Data provided →
+ + + + + + +
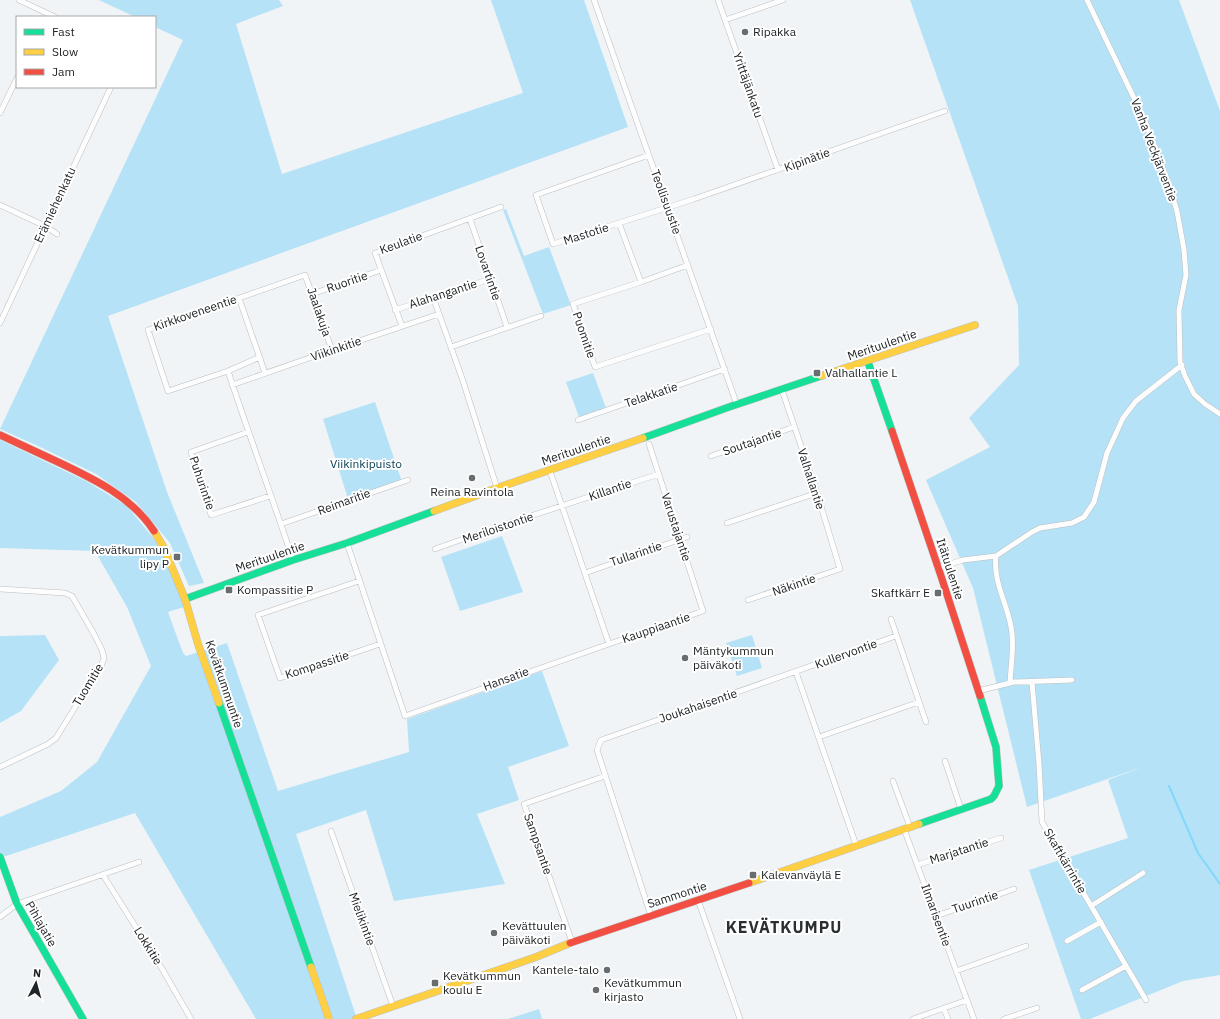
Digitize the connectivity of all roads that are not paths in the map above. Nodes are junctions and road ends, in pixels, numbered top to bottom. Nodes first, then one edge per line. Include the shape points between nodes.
1 (19, 0) edge
2 (594, 0) edge
3 (718, 0) edge
4 (783, 0) edge
5 (1087, 0) edge
6 (47, 15) edge
7 (725, 20) junction
8 (16, 80) edge
9 (111, 88) edge
10 (945, 111) dead end
11 (0, 113) edge
12 (649, 155) junction
13 (778, 170) junction
14 (0, 205) edge
15 (501, 207) dead end
16 (668, 207) junction
17 (470, 219) junction
18 (619, 223) junction
19 (45, 226) junction
20 (57, 234) dead end
21 (688, 265) junction
22 (382, 270) junction
23 (305, 275) joint
24 (490, 279) junction
25 (641, 282) junction
26 (312, 294) junction
27 (433, 297) junction
28 (239, 298) junction
29 (395, 310) junction
30 (439, 314) junction
31 (541, 316) dead end
32 (0, 323) edge
33 (975, 325) dead end
34 (402, 326) junction
35 (507, 327) junction
36 (711, 329) junction
37 (451, 347) junction
38 (332, 350) junction
39 (260, 358) junction
40 (868, 362) junction
41 (1182, 365) junction
42 (725, 369) junction
43 (228, 372) junction
44 (266, 373) junction
45 (232, 385) junction
46 (782, 390) junction
47 (737, 405) junction
48 (1220, 414) edge
49 (578, 420) dead end
50 (794, 427) junction
51 (248, 432) junction
52 (0, 435) edge
53 (649, 444) dead end
54 (711, 456) dead end
55 (550, 471) junction
56 (659, 474) junction
57 (408, 480) dead end
58 (497, 488) junction
59 (817, 493) junction
60 (270, 496) junction
61 (562, 507) junction
62 (728, 523) dead end
63 (281, 524) junction
64 (687, 537) dead end
65 (680, 539) junction
66 (347, 543) junction
67 (435, 549) dead end
68 (996, 556) junction
69 (293, 560) junction
70 (937, 568) junction
71 (840, 569) joint
72 (585, 572) junction
73 (359, 581) junction
74 (0, 589) edge
75 (185, 598) junction
76 (748, 600) dead end
77 (703, 611) joint
78 (891, 620) dead end
79 (896, 636) junction
80 (380, 644) junction
81 (609, 644) junction
82 (796, 672) junction
83 (1072, 680) dead end
84 (1032, 682) junction
85 (1010, 683) junction
86 (978, 691) junction
87 (919, 702) junction
88 (926, 722) dead end
89 (819, 737) junction
90 (945, 761) dead end
91 (0, 768) edge
92 (605, 776) junction
93 (893, 781) dead end
94 (999, 786) joint
95 (961, 809) junction
96 (907, 828) junction
97 (332, 832) dead end
98 (1001, 838) dead end
99 (856, 845) junction
100 (0, 857) edge
101 (139, 862) dead end
102 (917, 865) junction
103 (1144, 873) dead end
104 (103, 875) junction
105 (1014, 889) dead end
106 (698, 900) junction
107 (17, 904) junction
108 (1091, 906) junction
109 (651, 916) junction
110 (936, 916) junction
111 (0, 917) edge
112 (1101, 922) junction
113 (1067, 941) dead end
114 (572, 942) junction
115 (1026, 946) dead end
116 (1126, 966) junction
117 (956, 971) junction
118 (1082, 990) dead end
119 (968, 1000) junction
120 (1146, 1000) dead end
121 (393, 1006) junction
122 (1037, 1008) dead end
123 (944, 1009) junction
124 (83, 1019) edge
125 (191, 1019) edge
126 (329, 1019) edge
127 (356, 1019) edge
128 (740, 1019) edge
129 (913, 1019) edge
130 (948, 1019) edge
131 (974, 1019) edge
132 (1004, 1019) edge

1 - 6 street
2 - 12 street, Teollisuustie
3 - 7 street, Yrittäjänkatu
4 - 7 street
5 - 41 street, Vanha Veckjärventie via 1145,121 1178,211 1186,275 1179,310
7 - 13 street, Yrittäjänkatu
8 - 11 street
9 - 19 street, Erämiehenkatu
10 - 13 street, Kipinätie
12 - 16 street, Teollisuustie
12 - 18 street, Mastotie via 536,195 553,244
13 - 16 street, Kipinätie
14 - 19 street
15 - 17 street, Keulatie
16 - 18 street, Mastotie
16 - 21 street, Teollisuustie
17 - 22 street, Keulatie via 375,252
17 - 24 street, Lovartintie
18 - 25 street
19 - 20 street
19 - 32 street, Erämiehenkatu
21 - 25 street, Puomitie
21 - 36 street, Teollisuustie
22 - 26 street, Ruoritie
22 - 29 street, Keulatie
23 - 26 street, Jaalakuja
23 - 28 street, Kirkkoveneentie
24 - 27 street, Alahangantie
24 - 35 street, Lovartintie
25 - 36 street, Puomitie via 573,304 595,367
26 - 38 street, Jaalakuja
27 - 29 street, Alahangantie
27 - 30 street
28 - 39 street
28 - 43 street, Kirkkoveneentie via 148,330 168,391
29 - 34 street, Keulatie
30 - 34 street, Viikinkitie
30 - 37 street
31 - 35 street
33 - 40 street, Merituulentie
34 - 38 street, Viikinkitie
35 - 37 street
36 - 42 street, Teollisuustie
37 - 58 street
38 - 44 street, Viikinkitie
39 - 43 street, Kirkkoveneentie
39 - 44 street
40 - 46 street, Merituulentie
40 - 70 street, Itätuulentie
41 - 48 street, Vanha Veckjärventie via 1194,394
41 - 68 street via 1136,401 1123,418 1107,452 1094,502 1084,517 1072,523 1040,528
42 - 47 street, Teollisuustie
42 - 49 street, Telakkatie
43 - 45 street
44 - 45 street, Viikinkitie
45 - 51 street
46 - 47 street, Merituulentie
46 - 50 street, Valhallantie
47 - 55 street, Merituulentie
50 - 54 street, Soutajantie
50 - 59 street, Valhallantie
51 - 60 street
51 - 60 street, Puhurintie via 191,452 211,514
52 - 75 street, Kevätkummuntie via 87,476 129,503 149,524 164,548
53 - 56 street, Varustajantie
55 - 58 street, Merituulentie
55 - 61 street
56 - 61 street, Killantie
56 - 65 street, Varustajantie
57 - 63 street, Reimaritie
58 - 66 street, Merituulentie
59 - 62 street
59 - 71 street, Valhallantie
60 - 63 street
61 - 67 street, Meriloistontie
61 - 72 street
63 - 69 street
64 - 65 street, Tullarintie
65 - 72 street, Tullarintie
65 - 77 street, Varustajantie
66 - 69 street, Merituulentie
66 - 73 street, Hansatie
68 - 70 street via 963,560
68 - 85 street via 996,574 1011,622 1013,640
69 - 75 street, Merituulentie
70 - 86 street, Itätuulentie
71 - 76 street, Näkintie
72 - 81 street
73 - 80 street, Hansatie
73 - 80 street, Kompassitie via 258,615 280,678
74 - 91 street, Tuomitie via 64,593 72,596 94,634 104,658 56,738
75 - 126 street, Kevätkummuntie via 198,644
77 - 81 street, Kauppiaantie
78 - 79 street
79 - 82 street, Kullervontie
79 - 87 street
80 - 81 street, Hansatie via 405,716
82 - 89 street
82 - 92 street, Joukahaisentie via 601,740 597,750
83 - 84 street
84 - 85 street
84 - 108 street, Skaftkärrintie via 1042,822
85 - 86 street
86 - 94 street, Itätuulentie via 996,747
87 - 88 street
87 - 89 street
89 - 99 street
90 - 95 street
92 - 109 street, Joukahaisentie
92 - 114 street, Sampsantie via 524,804
93 - 96 street, Ilmarisentie
94 - 95 street, Sammontie via 991,799
95 - 96 street, Sammontie
96 - 99 street, Sammontie
96 - 102 street, Ilmarisentie
97 - 121 street, Mielikintie
98 - 102 street, Marjatantie
99 - 106 street, Sammontie
100 - 107 street, Pihlajatie
101 - 104 street
102 - 110 street, Ilmarisentie
103 - 108 street
104 - 107 street
104 - 125 street, Lokkitie
105 - 110 street, Tuurintie
106 - 109 street, Sammontie
106 - 128 street
107 - 111 street
107 - 124 street, Pihlajatie
108 - 112 street, Skaftkärrintie
109 - 114 street, Sammontie
110 - 117 street, Ilmarisentie
112 - 113 street
112 - 116 street, Skaftkärrintie
114 - 121 street, Sammontie via 536,957
115 - 117 street
116 - 118 street
116 - 120 street, Skaftkärrintie
117 - 119 street, Ilmarisentie
119 - 123 street
119 - 131 street, Ilmarisentie
121 - 127 street, Sammontie
122 - 132 street
123 - 129 street
123 - 130 street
+ + + + + + +
Exercise details → Search the entries for the word "Teollisuustie", then list each line that holds it.

Your response →
2 - 12 street, Teollisuustie
12 - 16 street, Teollisuustie
16 - 21 street, Teollisuustie
21 - 36 street, Teollisuustie
36 - 42 street, Teollisuustie
42 - 47 street, Teollisuustie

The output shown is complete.